### Assignment
Restate the listing word for word. Stop at the line that holds "thumb ip: (1088, 795)", include it, and leave out all pictures.

### Entries provided
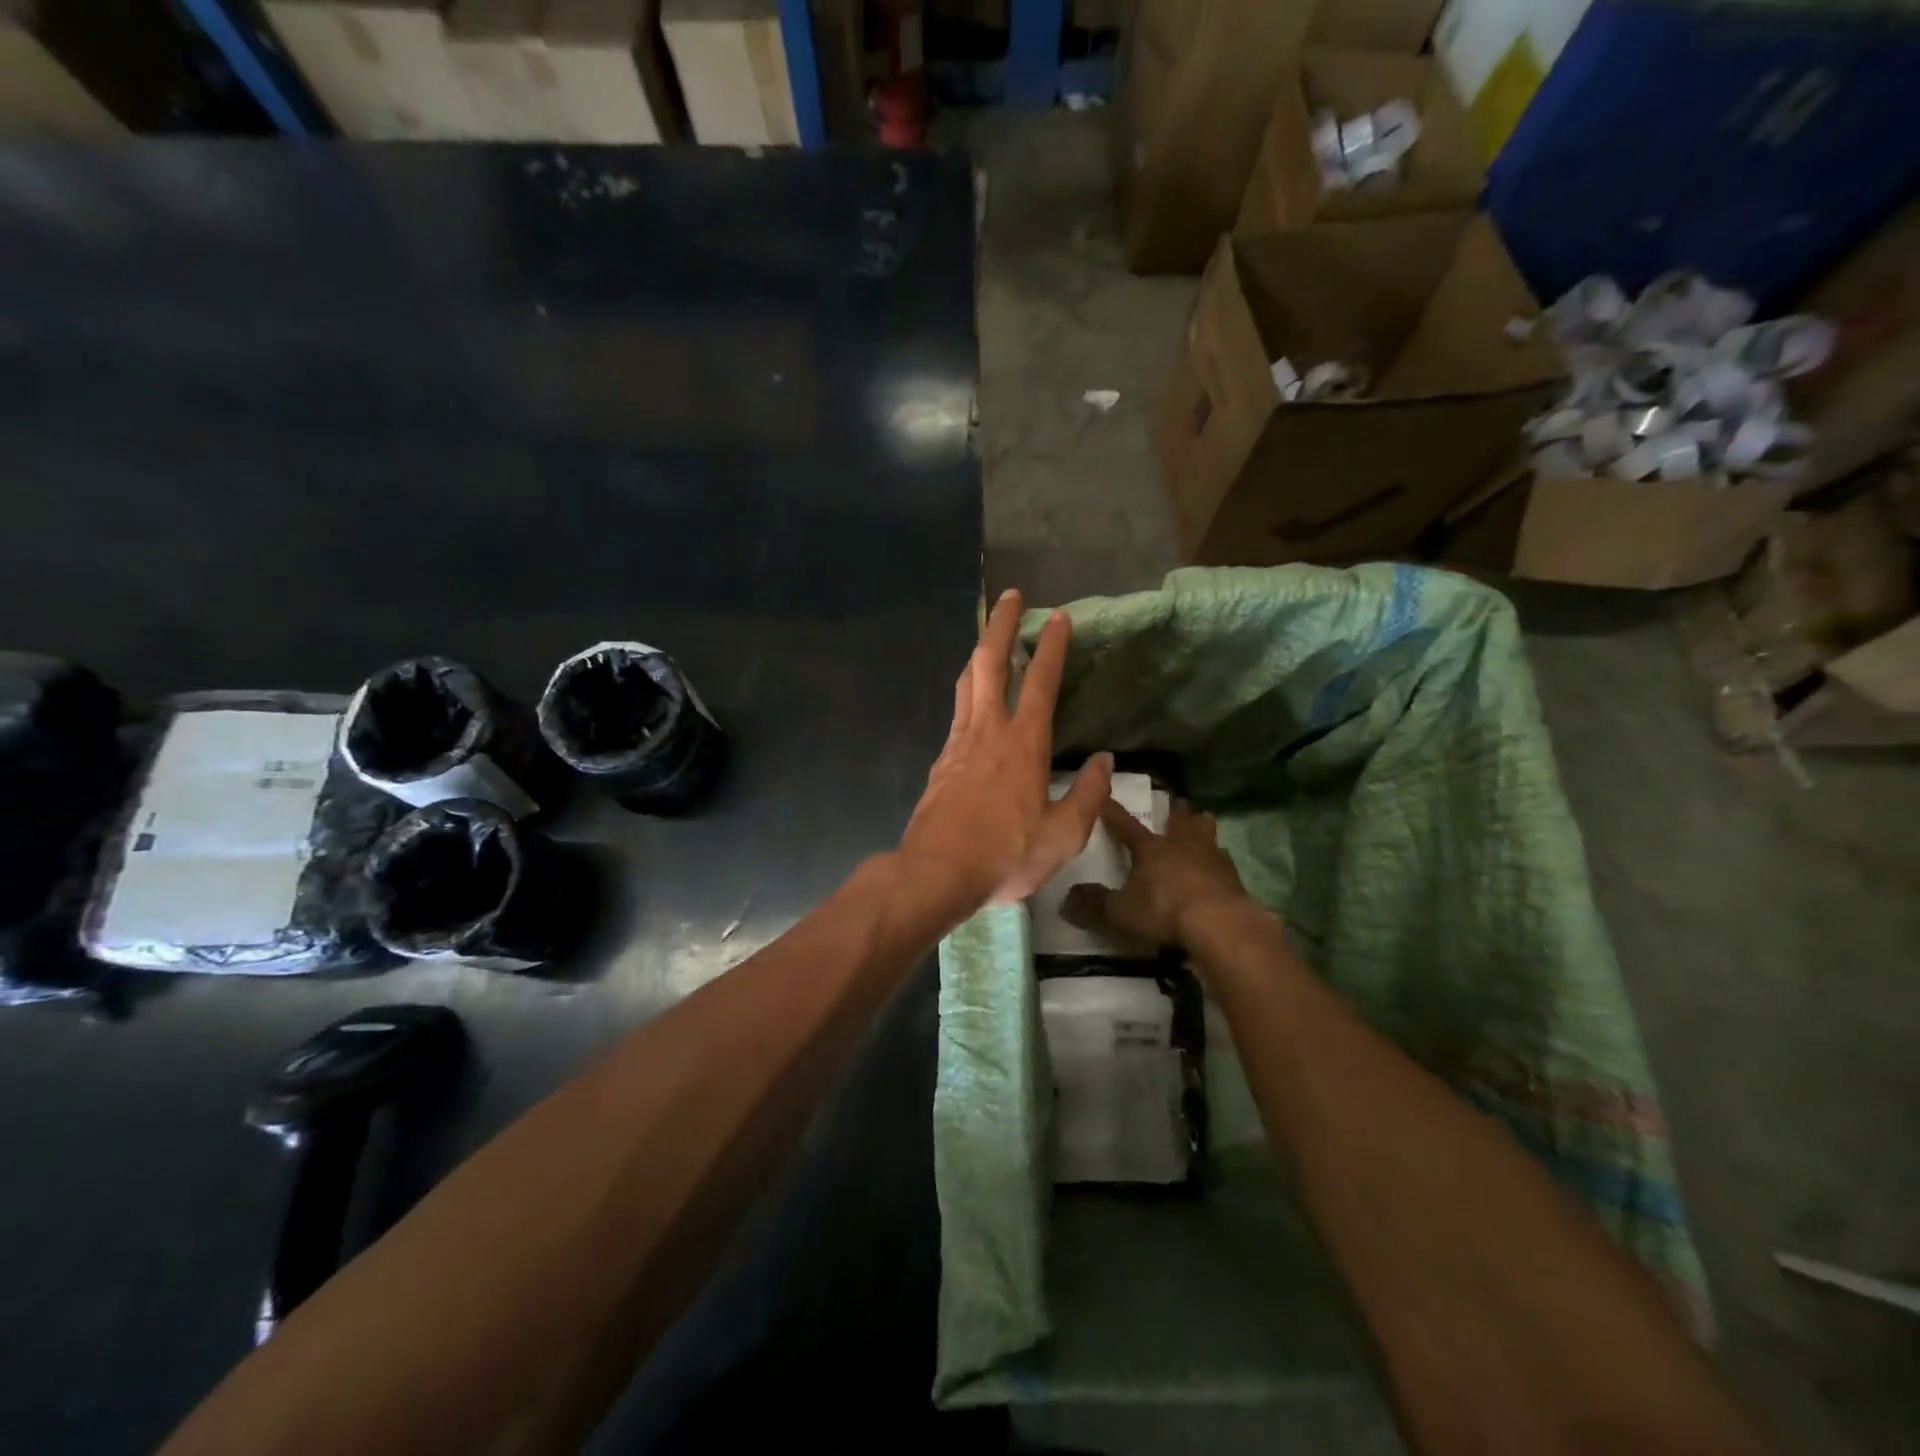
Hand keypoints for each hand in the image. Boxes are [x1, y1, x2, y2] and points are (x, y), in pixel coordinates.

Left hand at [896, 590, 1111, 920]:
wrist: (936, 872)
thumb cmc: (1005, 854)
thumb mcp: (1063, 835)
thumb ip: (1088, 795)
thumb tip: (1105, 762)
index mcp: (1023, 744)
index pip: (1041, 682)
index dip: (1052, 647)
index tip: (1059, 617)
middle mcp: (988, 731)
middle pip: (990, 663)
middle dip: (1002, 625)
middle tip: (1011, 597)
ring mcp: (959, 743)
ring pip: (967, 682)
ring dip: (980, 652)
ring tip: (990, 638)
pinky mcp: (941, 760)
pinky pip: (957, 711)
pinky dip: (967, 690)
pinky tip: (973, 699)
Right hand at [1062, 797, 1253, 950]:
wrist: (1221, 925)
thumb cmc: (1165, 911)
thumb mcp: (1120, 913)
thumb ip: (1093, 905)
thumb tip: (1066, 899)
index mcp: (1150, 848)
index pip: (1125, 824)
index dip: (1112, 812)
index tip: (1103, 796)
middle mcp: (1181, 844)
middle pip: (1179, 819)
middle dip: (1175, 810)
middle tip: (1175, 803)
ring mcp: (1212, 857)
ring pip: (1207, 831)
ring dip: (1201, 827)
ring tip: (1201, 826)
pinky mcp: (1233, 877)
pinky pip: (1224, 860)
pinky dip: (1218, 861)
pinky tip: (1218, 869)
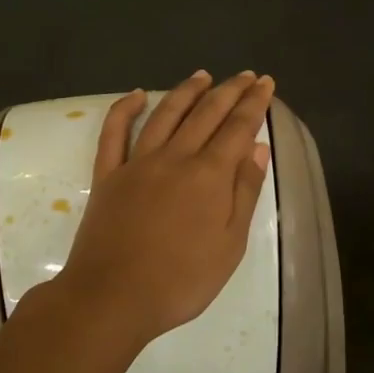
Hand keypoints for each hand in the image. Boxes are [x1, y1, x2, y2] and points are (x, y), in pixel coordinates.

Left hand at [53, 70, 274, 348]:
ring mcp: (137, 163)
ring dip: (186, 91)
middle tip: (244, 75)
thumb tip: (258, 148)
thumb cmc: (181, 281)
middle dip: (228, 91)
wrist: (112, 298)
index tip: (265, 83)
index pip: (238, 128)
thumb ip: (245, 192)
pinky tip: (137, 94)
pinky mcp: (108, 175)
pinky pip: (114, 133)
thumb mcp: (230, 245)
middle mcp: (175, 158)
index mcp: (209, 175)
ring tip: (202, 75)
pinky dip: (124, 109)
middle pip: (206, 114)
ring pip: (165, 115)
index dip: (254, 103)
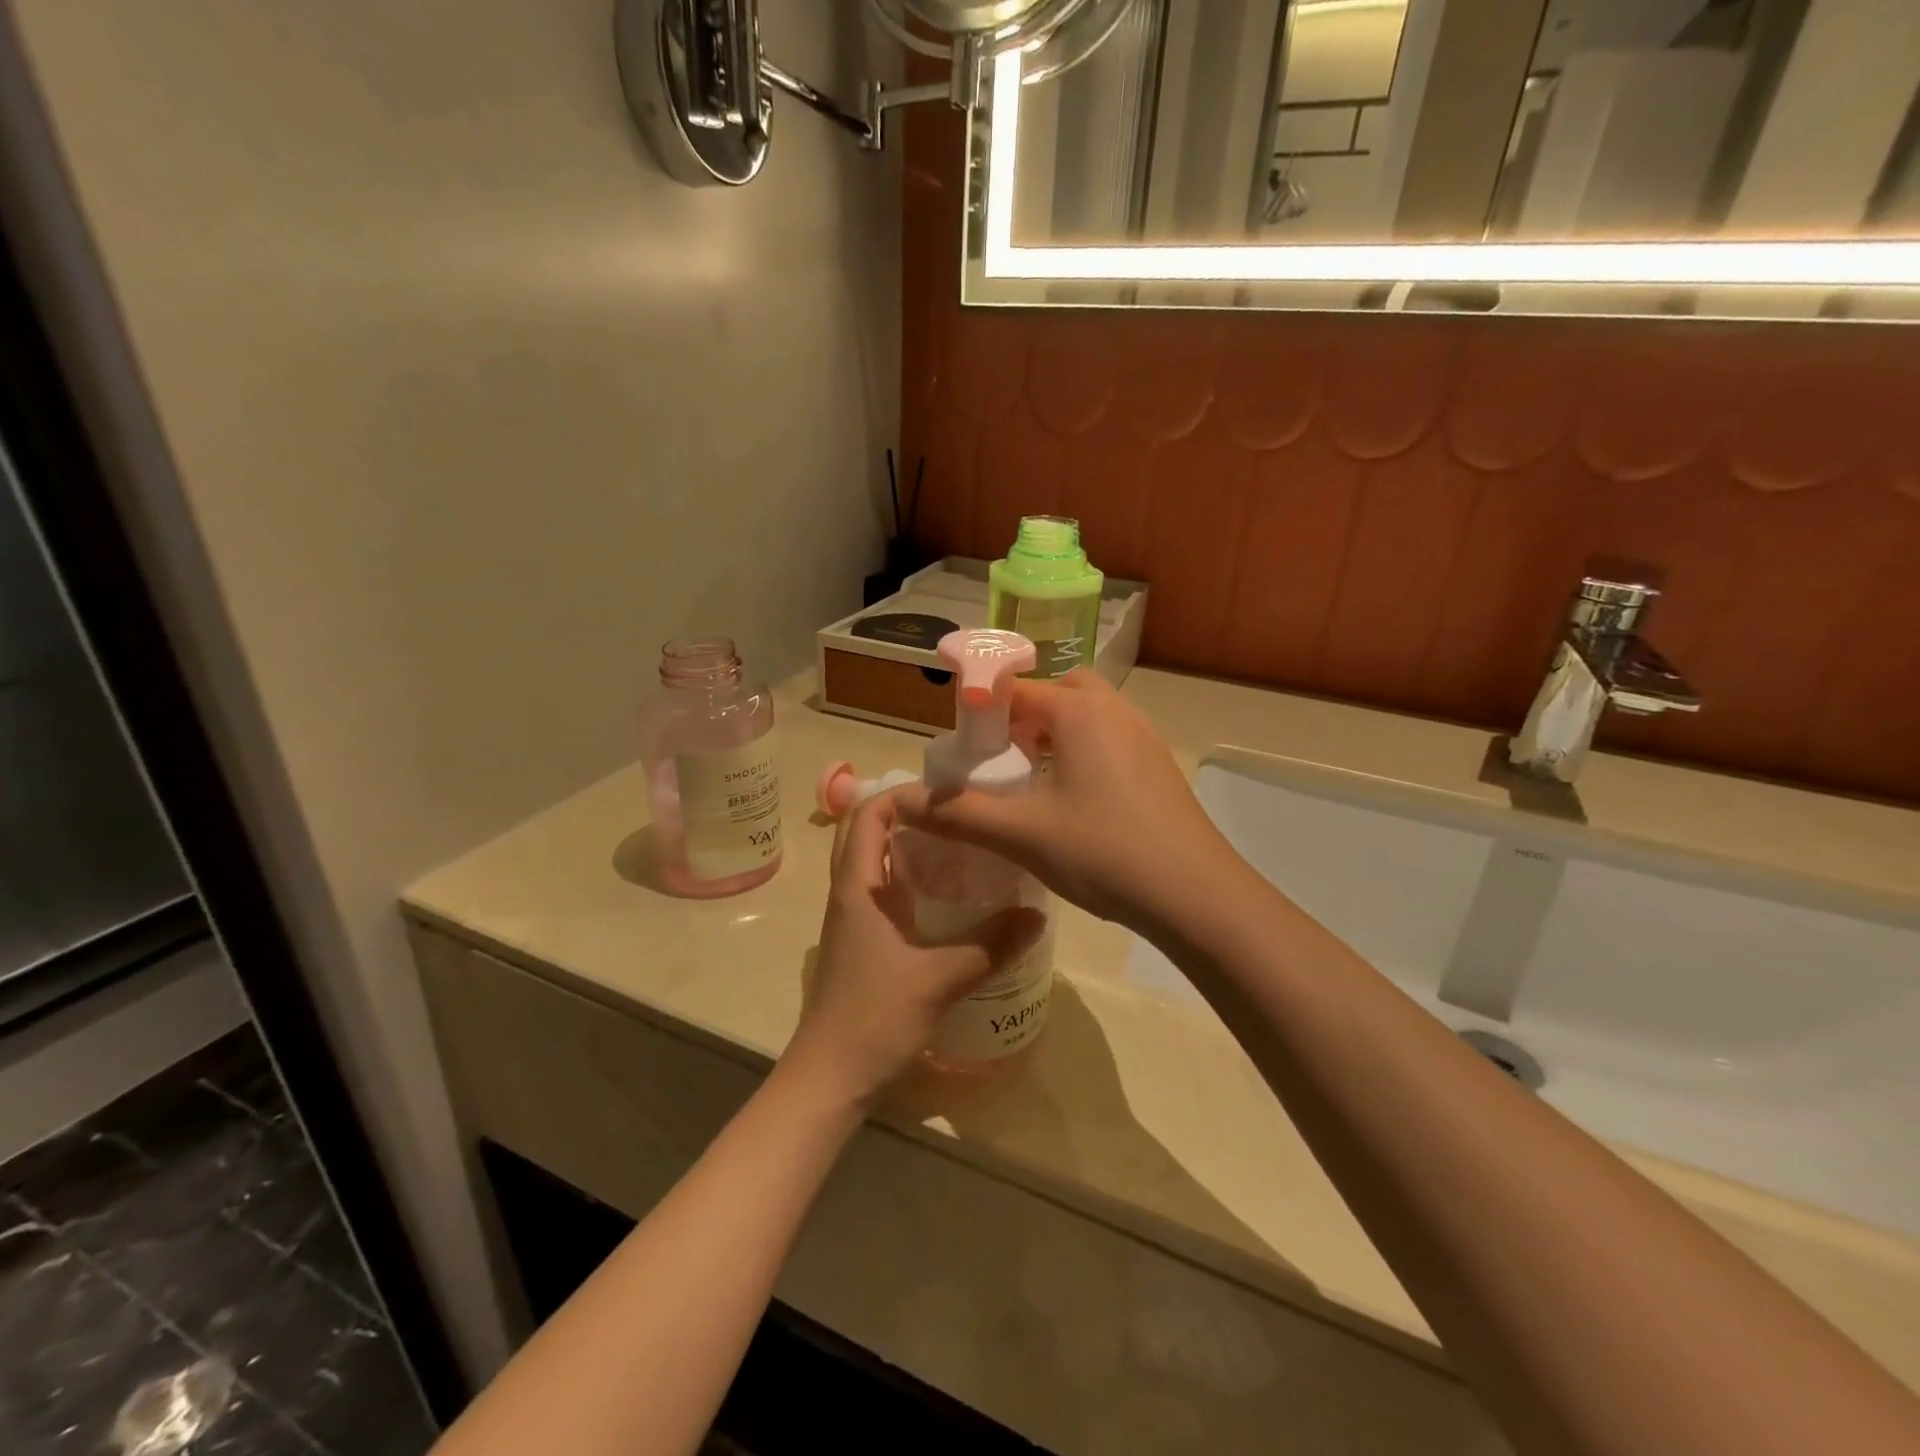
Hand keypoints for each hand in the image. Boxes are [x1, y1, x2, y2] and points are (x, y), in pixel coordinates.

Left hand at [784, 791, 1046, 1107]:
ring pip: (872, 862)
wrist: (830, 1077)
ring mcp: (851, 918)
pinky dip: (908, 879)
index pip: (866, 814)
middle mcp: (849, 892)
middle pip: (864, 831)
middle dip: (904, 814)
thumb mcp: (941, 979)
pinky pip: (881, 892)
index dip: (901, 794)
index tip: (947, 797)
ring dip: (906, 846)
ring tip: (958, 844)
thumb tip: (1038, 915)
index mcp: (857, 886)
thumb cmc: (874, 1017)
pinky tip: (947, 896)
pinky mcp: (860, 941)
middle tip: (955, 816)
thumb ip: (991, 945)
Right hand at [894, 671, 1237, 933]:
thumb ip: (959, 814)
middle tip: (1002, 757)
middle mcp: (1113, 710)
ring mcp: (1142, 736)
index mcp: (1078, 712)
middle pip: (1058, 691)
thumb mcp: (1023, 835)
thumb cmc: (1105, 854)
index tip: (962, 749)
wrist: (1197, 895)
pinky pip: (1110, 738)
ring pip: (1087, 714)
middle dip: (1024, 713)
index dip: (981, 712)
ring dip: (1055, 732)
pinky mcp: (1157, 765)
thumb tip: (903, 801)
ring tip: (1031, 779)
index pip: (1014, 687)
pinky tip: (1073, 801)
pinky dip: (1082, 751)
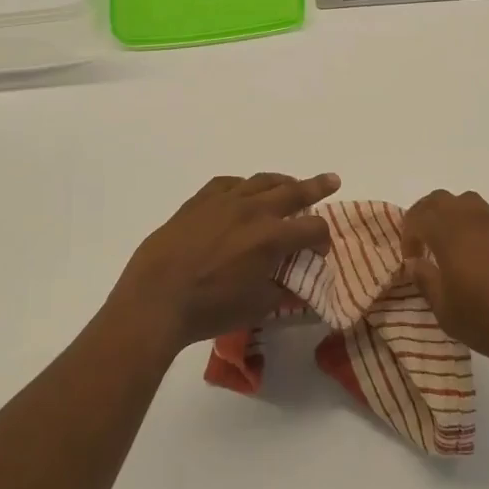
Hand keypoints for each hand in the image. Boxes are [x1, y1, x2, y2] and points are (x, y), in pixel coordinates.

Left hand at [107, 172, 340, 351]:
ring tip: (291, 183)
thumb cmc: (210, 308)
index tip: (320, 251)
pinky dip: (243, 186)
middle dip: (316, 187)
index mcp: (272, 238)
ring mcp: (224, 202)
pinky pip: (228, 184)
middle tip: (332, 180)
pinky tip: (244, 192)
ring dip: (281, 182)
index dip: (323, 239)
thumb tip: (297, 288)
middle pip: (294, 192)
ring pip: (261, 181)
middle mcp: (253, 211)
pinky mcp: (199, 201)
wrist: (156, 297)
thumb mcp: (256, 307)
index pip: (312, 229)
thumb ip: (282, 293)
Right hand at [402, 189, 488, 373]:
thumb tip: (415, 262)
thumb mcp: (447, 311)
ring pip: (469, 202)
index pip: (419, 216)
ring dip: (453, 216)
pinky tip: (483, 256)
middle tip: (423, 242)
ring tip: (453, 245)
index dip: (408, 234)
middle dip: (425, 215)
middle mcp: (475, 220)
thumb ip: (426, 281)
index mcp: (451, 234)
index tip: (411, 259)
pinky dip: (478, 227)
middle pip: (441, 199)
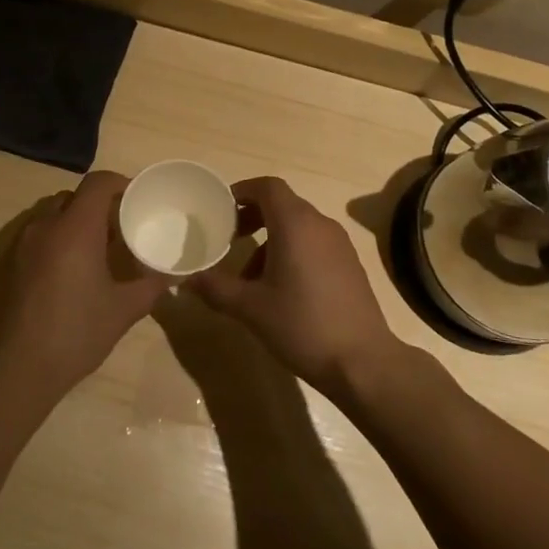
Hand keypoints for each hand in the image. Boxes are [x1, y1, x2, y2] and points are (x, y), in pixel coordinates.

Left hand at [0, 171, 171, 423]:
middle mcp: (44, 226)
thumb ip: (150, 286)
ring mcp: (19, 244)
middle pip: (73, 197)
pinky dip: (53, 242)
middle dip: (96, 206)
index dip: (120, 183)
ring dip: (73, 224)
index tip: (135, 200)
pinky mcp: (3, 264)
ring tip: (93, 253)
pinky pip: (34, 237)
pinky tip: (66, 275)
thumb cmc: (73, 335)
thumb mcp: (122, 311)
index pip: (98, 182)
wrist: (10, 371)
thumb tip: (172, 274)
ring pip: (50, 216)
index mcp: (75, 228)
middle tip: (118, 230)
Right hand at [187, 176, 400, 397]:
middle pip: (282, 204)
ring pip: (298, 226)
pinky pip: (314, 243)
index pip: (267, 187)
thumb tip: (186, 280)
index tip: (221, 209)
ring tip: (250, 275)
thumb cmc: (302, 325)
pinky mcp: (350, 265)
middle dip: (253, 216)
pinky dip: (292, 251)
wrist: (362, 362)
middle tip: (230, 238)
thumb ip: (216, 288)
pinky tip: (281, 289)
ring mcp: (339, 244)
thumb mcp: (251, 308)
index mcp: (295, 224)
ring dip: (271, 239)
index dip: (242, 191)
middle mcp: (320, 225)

### Result below
Hand keypoints for each hand in the image. Boxes are [x1, y1, x2, y2] and points are (x, y), in pixel coordinates.

Left hand at [896, 590, 1111, 920]:
wrist: (936, 872)
thumb cmc: (1005, 854)
thumb mcp: (1063, 835)
thumb ip: (1088, 795)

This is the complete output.